WE SINK OR SWIM TOGETHER
Since the clash in McKinney, much has been written about the U.S. experience of swimming together — or not. (See recommended articles below.) Here’s the gist:
Phase 1. In the North, municipal pools were built in the 1880s as places for unwashed immigrants and laborers of all races to swim for health and cleanliness. Women had access to pools on alternate days from men.
Phase 2. By the 1920s, women and men, working class and middle class, were swimming together for fun.
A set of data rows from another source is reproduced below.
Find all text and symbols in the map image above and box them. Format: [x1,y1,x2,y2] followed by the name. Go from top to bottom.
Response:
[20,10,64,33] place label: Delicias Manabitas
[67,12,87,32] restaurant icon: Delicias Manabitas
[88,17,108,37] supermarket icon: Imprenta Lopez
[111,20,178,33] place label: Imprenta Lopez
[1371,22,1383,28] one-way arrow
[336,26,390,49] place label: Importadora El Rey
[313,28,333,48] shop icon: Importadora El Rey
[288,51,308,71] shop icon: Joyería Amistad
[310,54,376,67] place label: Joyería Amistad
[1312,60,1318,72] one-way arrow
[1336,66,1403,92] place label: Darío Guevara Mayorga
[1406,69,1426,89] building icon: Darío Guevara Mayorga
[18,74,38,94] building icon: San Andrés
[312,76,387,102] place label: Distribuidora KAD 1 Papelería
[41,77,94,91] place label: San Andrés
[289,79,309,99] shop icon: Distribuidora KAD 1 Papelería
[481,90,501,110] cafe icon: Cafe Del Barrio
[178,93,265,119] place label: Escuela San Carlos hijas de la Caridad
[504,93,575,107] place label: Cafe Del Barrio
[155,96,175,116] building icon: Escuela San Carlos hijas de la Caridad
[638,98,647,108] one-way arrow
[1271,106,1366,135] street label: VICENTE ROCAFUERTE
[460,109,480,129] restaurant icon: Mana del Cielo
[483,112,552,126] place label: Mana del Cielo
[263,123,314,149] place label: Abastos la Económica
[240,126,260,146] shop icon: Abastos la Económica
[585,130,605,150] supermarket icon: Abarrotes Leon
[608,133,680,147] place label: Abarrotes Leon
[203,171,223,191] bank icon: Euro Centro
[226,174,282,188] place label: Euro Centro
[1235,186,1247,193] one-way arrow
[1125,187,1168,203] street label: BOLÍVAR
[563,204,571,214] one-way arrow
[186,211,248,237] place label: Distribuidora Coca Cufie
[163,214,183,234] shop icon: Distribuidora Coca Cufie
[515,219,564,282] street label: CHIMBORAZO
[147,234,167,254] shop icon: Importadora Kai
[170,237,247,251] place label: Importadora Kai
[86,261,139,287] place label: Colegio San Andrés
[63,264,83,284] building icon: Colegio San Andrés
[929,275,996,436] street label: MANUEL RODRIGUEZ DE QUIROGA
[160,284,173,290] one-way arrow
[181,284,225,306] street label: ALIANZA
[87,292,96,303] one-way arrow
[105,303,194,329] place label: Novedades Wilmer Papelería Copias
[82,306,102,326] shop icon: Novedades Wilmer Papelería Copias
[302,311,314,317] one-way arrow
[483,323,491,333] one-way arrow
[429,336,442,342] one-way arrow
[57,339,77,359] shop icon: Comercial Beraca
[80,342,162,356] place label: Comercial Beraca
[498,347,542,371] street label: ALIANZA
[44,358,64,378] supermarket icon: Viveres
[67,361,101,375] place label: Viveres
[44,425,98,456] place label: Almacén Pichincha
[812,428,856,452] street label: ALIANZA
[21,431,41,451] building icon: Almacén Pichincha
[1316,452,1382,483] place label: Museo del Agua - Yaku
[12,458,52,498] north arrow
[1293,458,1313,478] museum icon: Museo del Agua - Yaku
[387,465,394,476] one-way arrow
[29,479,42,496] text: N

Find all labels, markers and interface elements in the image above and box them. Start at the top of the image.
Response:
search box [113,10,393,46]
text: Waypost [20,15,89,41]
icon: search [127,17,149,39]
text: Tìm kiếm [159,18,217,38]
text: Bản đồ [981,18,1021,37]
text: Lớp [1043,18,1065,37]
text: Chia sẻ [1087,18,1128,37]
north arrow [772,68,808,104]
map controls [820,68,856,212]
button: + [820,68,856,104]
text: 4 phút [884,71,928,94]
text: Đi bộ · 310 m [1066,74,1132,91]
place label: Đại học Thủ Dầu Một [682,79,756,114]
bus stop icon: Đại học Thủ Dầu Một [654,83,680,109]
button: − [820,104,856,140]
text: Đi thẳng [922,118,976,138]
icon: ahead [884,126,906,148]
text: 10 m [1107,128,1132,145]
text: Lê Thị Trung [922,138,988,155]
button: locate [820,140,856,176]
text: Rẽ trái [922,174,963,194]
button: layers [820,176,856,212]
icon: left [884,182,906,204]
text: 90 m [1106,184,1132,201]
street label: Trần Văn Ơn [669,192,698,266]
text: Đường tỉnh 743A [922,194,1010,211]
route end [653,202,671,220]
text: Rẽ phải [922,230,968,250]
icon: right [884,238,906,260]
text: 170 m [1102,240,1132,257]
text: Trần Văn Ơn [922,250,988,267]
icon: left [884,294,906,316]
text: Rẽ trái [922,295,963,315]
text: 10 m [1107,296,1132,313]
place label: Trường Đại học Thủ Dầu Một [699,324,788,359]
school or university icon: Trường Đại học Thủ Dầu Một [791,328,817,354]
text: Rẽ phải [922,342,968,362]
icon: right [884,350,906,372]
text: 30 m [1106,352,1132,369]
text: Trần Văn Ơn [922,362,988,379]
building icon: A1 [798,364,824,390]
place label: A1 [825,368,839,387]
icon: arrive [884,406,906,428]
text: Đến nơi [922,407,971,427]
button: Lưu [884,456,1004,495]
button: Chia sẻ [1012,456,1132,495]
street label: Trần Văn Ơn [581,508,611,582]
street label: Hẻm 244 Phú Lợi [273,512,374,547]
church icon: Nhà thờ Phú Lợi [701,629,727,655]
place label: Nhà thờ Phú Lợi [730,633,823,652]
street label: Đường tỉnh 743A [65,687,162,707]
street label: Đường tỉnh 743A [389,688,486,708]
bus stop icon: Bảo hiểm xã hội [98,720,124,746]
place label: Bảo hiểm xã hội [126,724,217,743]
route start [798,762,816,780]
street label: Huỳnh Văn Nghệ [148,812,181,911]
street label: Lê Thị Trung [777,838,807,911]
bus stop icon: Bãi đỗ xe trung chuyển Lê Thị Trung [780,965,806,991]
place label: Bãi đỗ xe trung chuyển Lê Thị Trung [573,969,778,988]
As bathing outfits got skimpier, public pools and beaches became increasingly racially segregated, with blacks forcibly excluded, legally or extra-legally.
Phase 3. Blacks and their white allies began to challenge segregated swimming areas in the 1950s, along with lunch counters, libraries, and other public arenas. One nonviolent tactic was the “wade-in.” When pools and beaches became racially integrated, many whites put pools in their backyards and abandoned public swimming areas.
RAINBOW BEACH WADE-IN
There were no laws keeping the Chicago-area beaches racially segregated in 1960, but there might as well have been. Velma Murphy decided to challenge this by organizing a wade-in. She was the 21-year-old president of the Southside NAACP Youth Council.
On August 28, she led thirty activists, all but a quarter of them black, to Rainbow Beach where white families sunbathed, swam, and picnicked. She heard one man snarl, “You niggers are on the wrong beach,” but the activist group bravely laid out their beach towels, and tried to act nonchalant. They swam and waded in the water, dried off, tried to concentrate on games of checkers.
Two hours passed when they suddenly realized that all the white women and children had left the beach. A knot of young men surrounded them. When the white mob began hurling rocks, one hit Velma in the head. It required 17 stitches, causing temporary paralysis and a permanent limp. She was unable to attend the “wade-in” the following week, which was larger and had better police protection. The following summer, a number of groups joined the NAACP in trying to integrate the beach, including the Catholic Interracial Council and the Jewish Board of Rabbis.
As Martin Luther King, Jr. said, “The arc of the moral universe is long, but it bends towards justice.” In 2011, Velma returned to Rainbow Beach with a coalition of civil rights and labor groups to dedicate a historic marker commemorating the “wade-ins.”
HOW DO YOU SEGREGATE AN OCEAN?
Another early challenge came in Biloxi, MS with a series of “wade-ins” beginning in 1959. Two weeks after the assassination of Medgar Evers, in June, 1963, protesters planted black flags on the beach in his memory, but they were met with a violent white mob of over 2,000.
The U.S. Justice Department sued the city for denying black beach-goers access to public space and, after a long fight, won. By 1968, the beach was open to all.
Dramatic news photos documented a similar struggle on the whites-only beaches in St. Augustine, FL. Rev. King became involved and was arrested there. But it was what happened on June 18, 1964 that made history. When young activists jumped into the whites-only pool at the Monson Motor Lodge, the hotel manager poured acid in the water. No one was hurt, but the photo of his barbarity shocked the nation. The very next day, the Civil Rights Act was passed in the U.S. Senate, after an 83-day filibuster by the “Southern Bloc.”
TO GO DEEPER
Contested Waters: A Social History of Swimming Pools in America by Jeff Wiltse, The University of North Carolina Press, 2007.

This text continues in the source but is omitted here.